## WHAT TO DO
Without the pictures, copy all of the data exactly.

[Records from a data collection]
"""

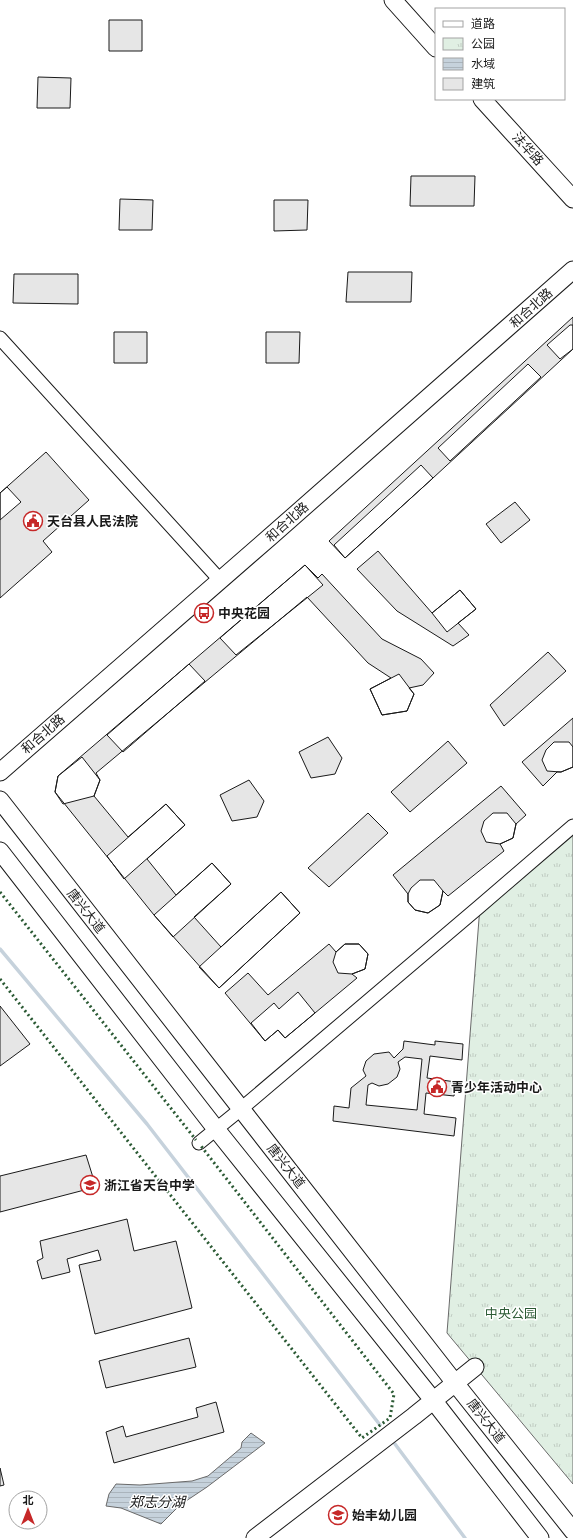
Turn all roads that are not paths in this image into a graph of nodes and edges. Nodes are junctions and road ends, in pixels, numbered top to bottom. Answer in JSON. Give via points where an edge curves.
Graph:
{"nodes":[{"id":1,"x":393,"y":0,"type":"edge"},
{"id":2,"x":435,"y":47,"type":"edge"},
{"id":3,"x":483,"y":100,"type":"edge"},
{"id":4,"x":573,"y":199,"type":"edge"},
{"id":5,"x":573,"y":270,"type":"edge"},
{"id":6,"x":0,"y":338,"type":"edge"},
{"id":7,"x":220,"y":580,"type":"junction"},
{"id":8,"x":0,"y":772,"type":"edge"},
{"id":9,"x":0,"y":800,"type":"edge"},
{"id":10,"x":573,"y":826,"type":"edge"},
{"id":11,"x":0,"y":851,"type":"edge"},
{"id":12,"x":241,"y":1109,"type":"junction"},
{"id":13,"x":216,"y":1129,"type":"junction"},
{"id":14,"x":199,"y":1143,"type":"dead end"},
{"id":15,"x":475,"y":1367,"type":"dead end"},
{"id":16,"x":455,"y":1383,"type":"junction"},
{"id":17,"x":433,"y":1401,"type":"junction"},
{"id":18,"x":573,"y":1531,"type":"edge"},
{"id":19,"x":255,"y":1538,"type":"edge"},
{"id":20,"x":540,"y":1538,"type":"edge"}],
"edges":[{"from":1,"to":2,"type":"main road"},
{"from":3,"to":4,"type":"main road","name":"法华路"},
{"from":5,"to":7,"type":"main road","name":"和合北路"},
{"from":6,"to":7,"type":"street"},
{"from":7,"to":8,"type":"main road","name":"和合北路"},
{"from":9,"to":12,"type":"main road","name":"唐兴大道"},
{"from":10,"to":12,"type":"street"},
{"from":11,"to":13,"type":"main road"},
{"from":12,"to":13,"type":"street"},
{"from":12,"to":16,"type":"main road","name":"唐兴大道"},
{"from":13,"to":14,"type":"street"},
{"from":13,"to":17,"type":"main road"},
{"from":15,"to":16,"type":"main road"},
{"from":16,"to":17,"type":"main road"},
{"from":16,"to":18,"type":"main road","name":"唐兴大道"},
{"from":17,"to":19,"type":"main road"},
{"from":17,"to":20,"type":"main road"}]}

"""

## RESULT BELOW
Turn all roads that are not paths in this image into a graph of nodes and edges. Nodes are junctions and road ends, in pixels, numbered top to bottom. Answer in JSON. Give via points where an edge curves.
Graph:
{"nodes":[{"id":1,"x":393,"y":0,"type":"edge"},
{"id":2,"x":435,"y":47,"type":"edge"},
{"id":3,"x":483,"y":100,"type":"edge"},
{"id":4,"x":573,"y":199,"type":"edge"},
{"id":5,"x":573,"y":270,"type":"edge"},
{"id":6,"x":0,"y":338,"type":"edge"},
{"id":7,"x":220,"y":580,"type":"junction"},
{"id":8,"x":0,"y":772,"type":"edge"},
{"id":9,"x":0,"y":800,"type":"edge"},
{"id":10,"x":573,"y":826,"type":"edge"},
{"id":11,"x":0,"y":851,"type":"edge"},
{"id":12,"x":241,"y":1109,"type":"junction"},
{"id":13,"x":216,"y":1129,"type":"junction"},
{"id":14,"x":199,"y":1143,"type":"dead end"},
{"id":15,"x":475,"y":1367,"type":"dead end"},
{"id":16,"x":455,"y":1383,"type":"junction"},
{"id":17,"x":433,"y":1401,"type":"junction"},
{"id":18,"x":573,"y":1531,"type":"edge"},
{"id":19,"x":255,"y":1538,"type":"edge"},
{"id":20,"x":540,"y":1538,"type":"edge"}],
"edges":[{"from":1,"to":2,"type":"main road"},
{"from":3,"to":4,"type":"main road","name":"法华路"},
{"from":5,"to":7,"type":"main road","name":"和合北路"},
{"from":6,"to":7,"type":"street"},
{"from":7,"to":8,"type":"main road","name":"和合北路"},
{"from":9,"to":12,"type":"main road","name":"唐兴大道"},
{"from":10,"to":12,"type":"street"},
{"from":11,"to":13,"type":"main road"},
{"from":12,"to":13,"type":"street"},
{"from":12,"to":16,"type":"main road","name":"唐兴大道"},
{"from":13,"to":14,"type":"street"},
{"from":13,"to":17,"type":"main road"},
{"from":15,"to":16,"type":"main road"},
{"from":16,"to":17,"type":"main road"},
{"from":16,"to":18,"type":"main road","name":"唐兴大道"},
{"from":17,"to":19,"type":"main road"},
{"from":17,"to":20,"type":"main road"}]}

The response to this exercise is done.